Problem to work on
Give the records below again in full, exactly as written, but without any images.

Supplied data
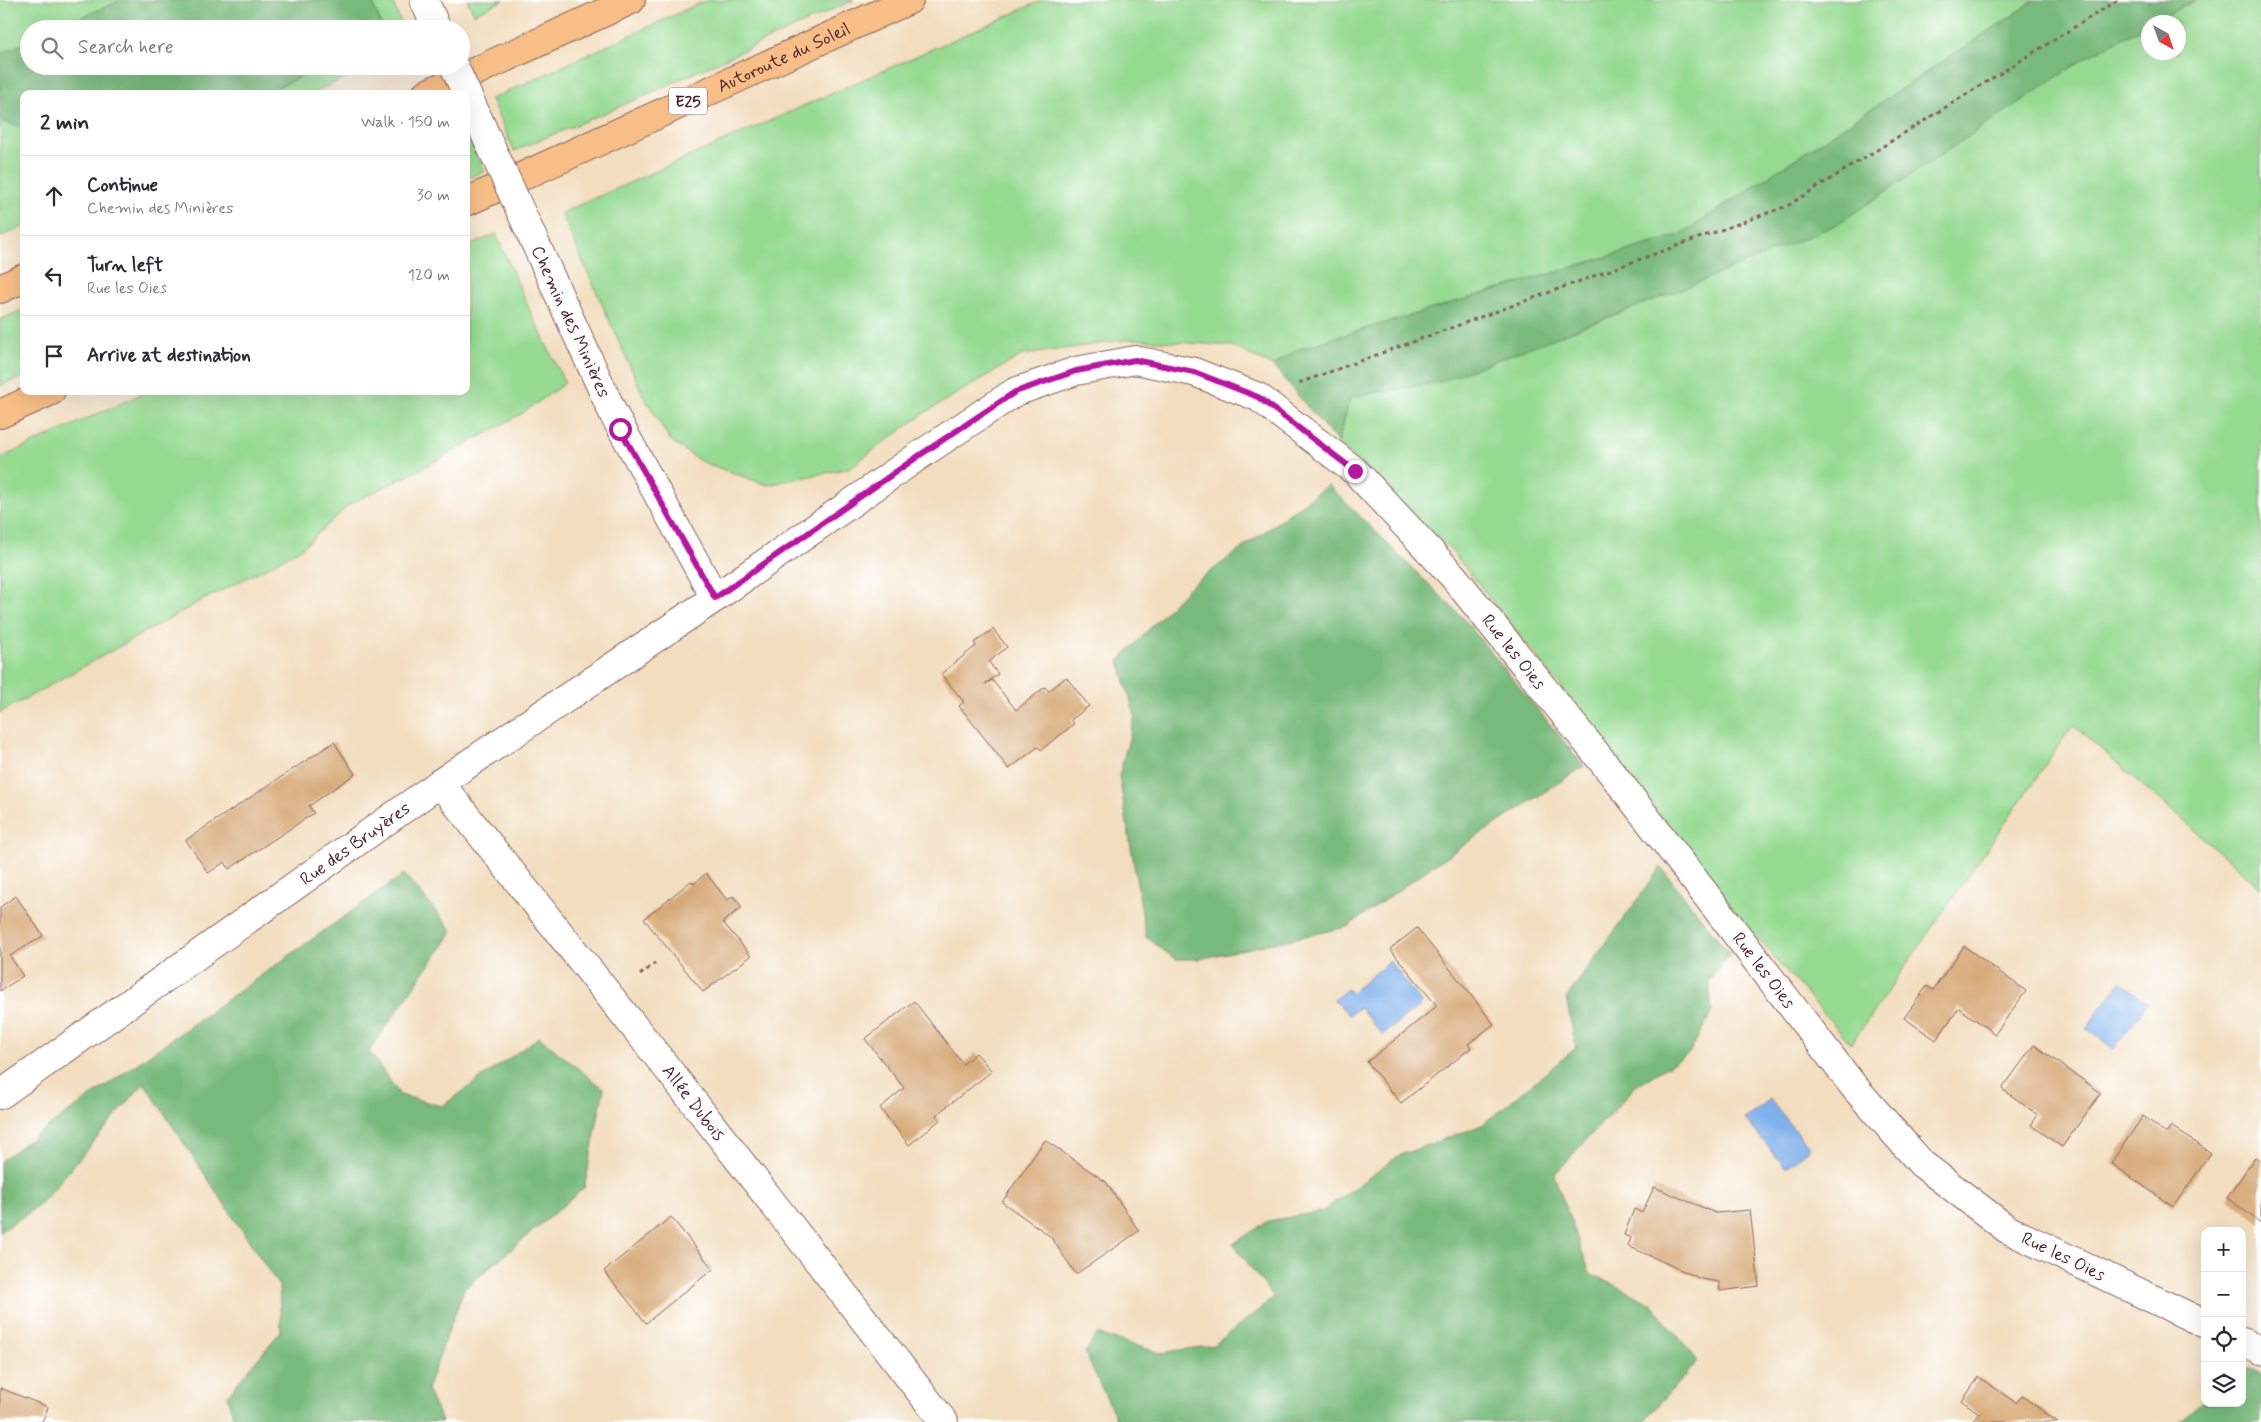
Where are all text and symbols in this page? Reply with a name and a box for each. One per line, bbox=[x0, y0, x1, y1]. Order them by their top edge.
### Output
north arrow bbox=[2141, 15, 2186, 60]
street label: Autoroute du Soleil bbox=[714, 17, 854, 99]
search box bbox=[20, 20, 470, 75]
icon: search bbox=[38, 34, 66, 62]
text: Search here bbox=[78, 35, 174, 60]
road number: E25 bbox=[669, 88, 707, 114]
text: 2 min bbox=[40, 109, 89, 137]
text: Walk · 150 m bbox=[361, 112, 450, 133]
text: Continue bbox=[87, 173, 158, 198]
icon: ahead bbox=[40, 182, 68, 210]
text: 30 m bbox=[417, 185, 450, 206]
text: Chemin des Minières bbox=[87, 198, 233, 219]
street label: Chemin des Minières bbox=[525, 242, 615, 402]
text: Turn left bbox=[87, 253, 163, 278]
icon: left bbox=[40, 262, 68, 290]
text: 120 m bbox=[408, 265, 450, 286]
text: Rue les Oies bbox=[87, 278, 167, 299]
icon: arrive bbox=[40, 342, 68, 370]
text: Arrive at destination bbox=[87, 343, 251, 368]
route start bbox=[609, 418, 632, 441]
route end bbox=[1344, 460, 1367, 483]
street label: Rue les Oies bbox=[1476, 610, 1551, 695]
street label: Rue des Bruyères bbox=[295, 797, 415, 892]
street label: Rue les Oies bbox=[1726, 928, 1800, 1014]
street label: Allée Dubois bbox=[656, 1060, 730, 1146]
street label: Rue les Oies bbox=[2017, 1227, 2109, 1287]
map controls bbox=[2201, 1227, 2246, 1407]
button: + bbox=[2201, 1227, 2246, 1272]
button: − bbox=[2201, 1272, 2246, 1317]
button: locate bbox=[2201, 1317, 2246, 1362]
button: layers bbox=[2201, 1362, 2246, 1407]

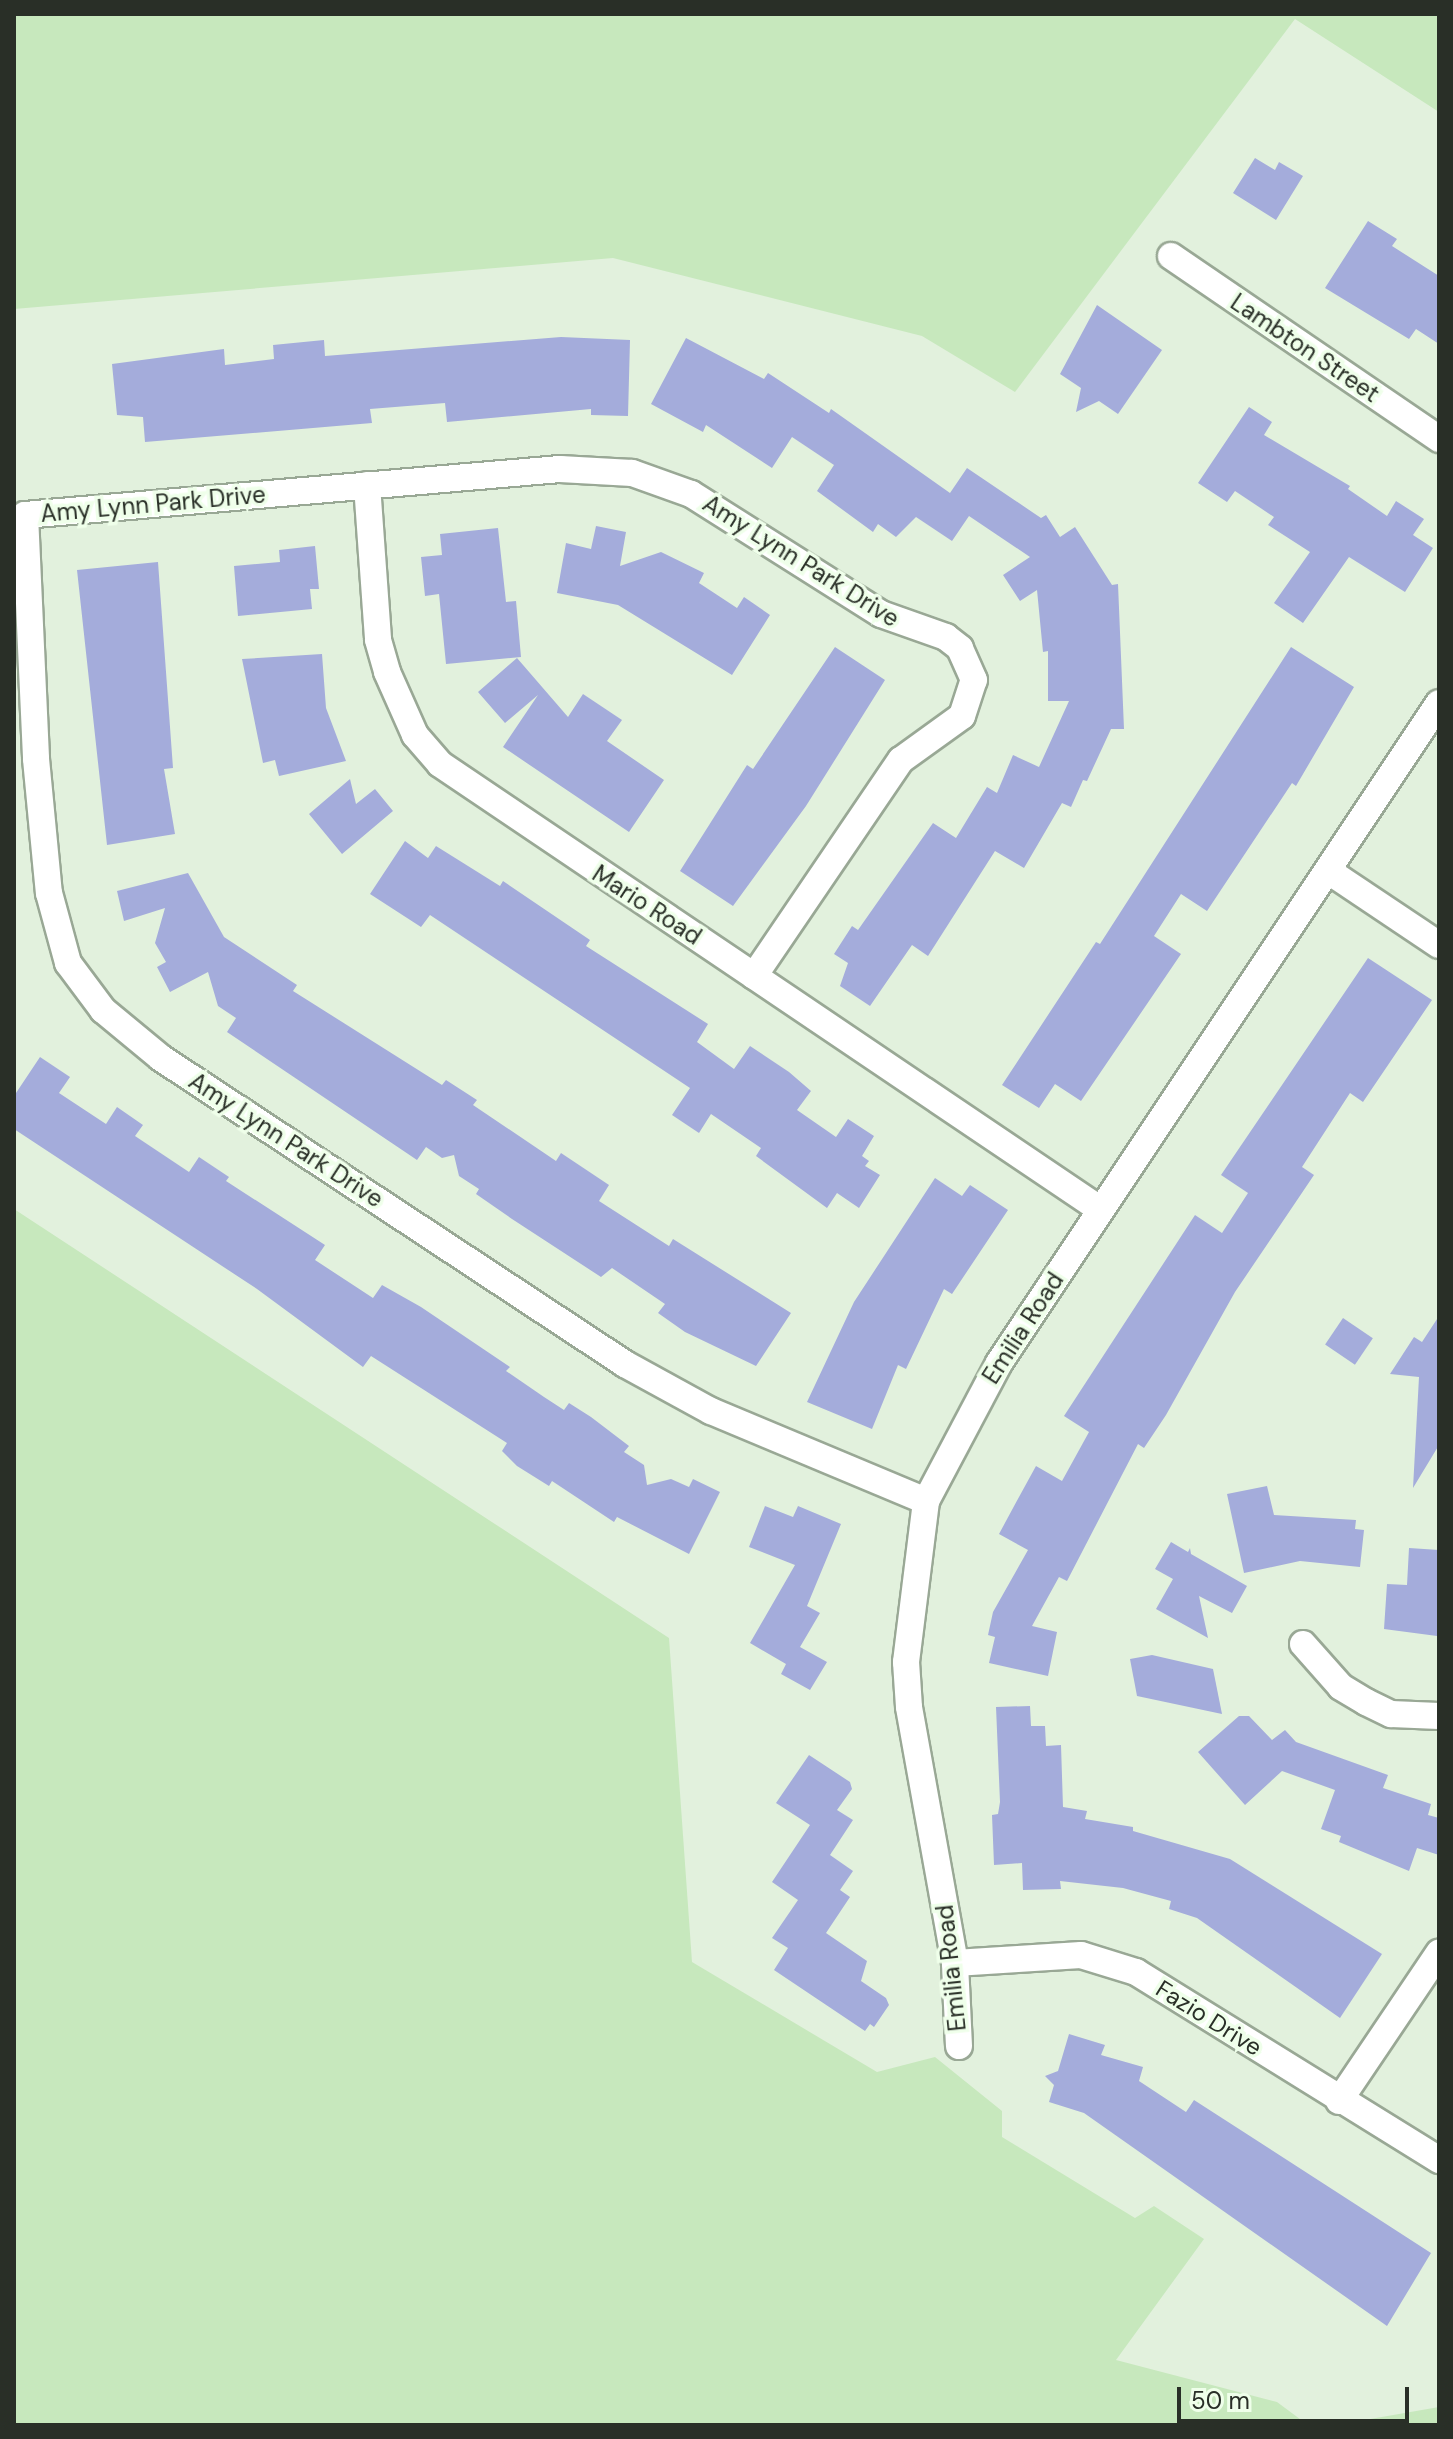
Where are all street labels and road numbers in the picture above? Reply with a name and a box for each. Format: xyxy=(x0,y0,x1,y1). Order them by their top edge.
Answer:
street label: Lambton Street xyxy=(1225,288,1385,408)
street label: Amy Lynn Park Drive xyxy=(39,480,267,528)
street label: Amy Lynn Park Drive xyxy=(698,489,904,633)
street label: Mario Road xyxy=(587,859,707,951)
street label: Amy Lynn Park Drive xyxy=(183,1066,389,1214)
street label: Emilia Road xyxy=(976,1267,1070,1389)
street label: Emilia Road xyxy=(930,1903,972,2033)
street label: Fazio Drive xyxy=(1151,1974,1267,2062)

Problem solution
Where are all text and symbols in this page? Reply with a name and a box for each. One per line, bbox=[x0, y0, x1, y1]. Order them by their top edge.
### Output
north arrow bbox=[2141, 15, 2186, 60]
street label: Autoroute du Soleil bbox=[714, 17, 854, 99]
search box bbox=[20, 20, 470, 75]
icon: search bbox=[38, 34, 66, 62]
text: Search here bbox=[78, 35, 174, 60]
road number: E25 bbox=[669, 88, 707, 114]
text: 2 min bbox=[40, 109, 89, 137]
text: Walk · 150 m bbox=[361, 112, 450, 133]
text: Continue bbox=[87, 173, 158, 198]
icon: ahead bbox=[40, 182, 68, 210]
text: 30 m bbox=[417, 185, 450, 206]
text: Chemin des Minières bbox=[87, 198, 233, 219]
street label: Chemin des Minières bbox=[525, 242, 615, 402]
text: Turn left bbox=[87, 253, 163, 278]
icon: left bbox=[40, 262, 68, 290]
text: 120 m bbox=[408, 265, 450, 286]
text: Rue les Oies bbox=[87, 278, 167, 299]
icon: arrive bbox=[40, 342, 68, 370]
text: Arrive at destination bbox=[87, 343, 251, 368]
route start bbox=[609, 418, 632, 441]
route end bbox=[1344, 460, 1367, 483]
street label: Rue les Oies bbox=[1476, 610, 1551, 695]
street label: Rue des Bruyères bbox=[295, 797, 415, 892]
street label: Rue les Oies bbox=[1726, 928, 1800, 1014]
street label: Allée Dubois bbox=[656, 1060, 730, 1146]
street label: Rue les Oies bbox=[2017, 1227, 2109, 1287]
map controls bbox=[2201, 1227, 2246, 1407]
button: + bbox=[2201, 1227, 2246, 1272]
button: − bbox=[2201, 1272, 2246, 1317]
button: locate bbox=[2201, 1317, 2246, 1362]
button: layers bbox=[2201, 1362, 2246, 1407]

Where are all street labels and road numbers in the picture above? Reply with a name and a box for each. Format: xyxy=(x0,y0,x1,y1). Order them by their top edge.
Answer:
street label: Lambton Street xyxy=(1225,288,1385,408)
street label: Amy Lynn Park Drive xyxy=(39,480,267,528)
street label: Amy Lynn Park Drive xyxy=(698,489,904,633)
street label: Mario Road xyxy=(587,859,707,951)
street label: Amy Lynn Park Drive xyxy=(183,1066,389,1214)
street label: Emilia Road xyxy=(976,1267,1070,1389)
street label: Emilia Road xyxy=(930,1903,972,2033)
street label: Fazio Drive xyxy=(1151,1974,1267,2062)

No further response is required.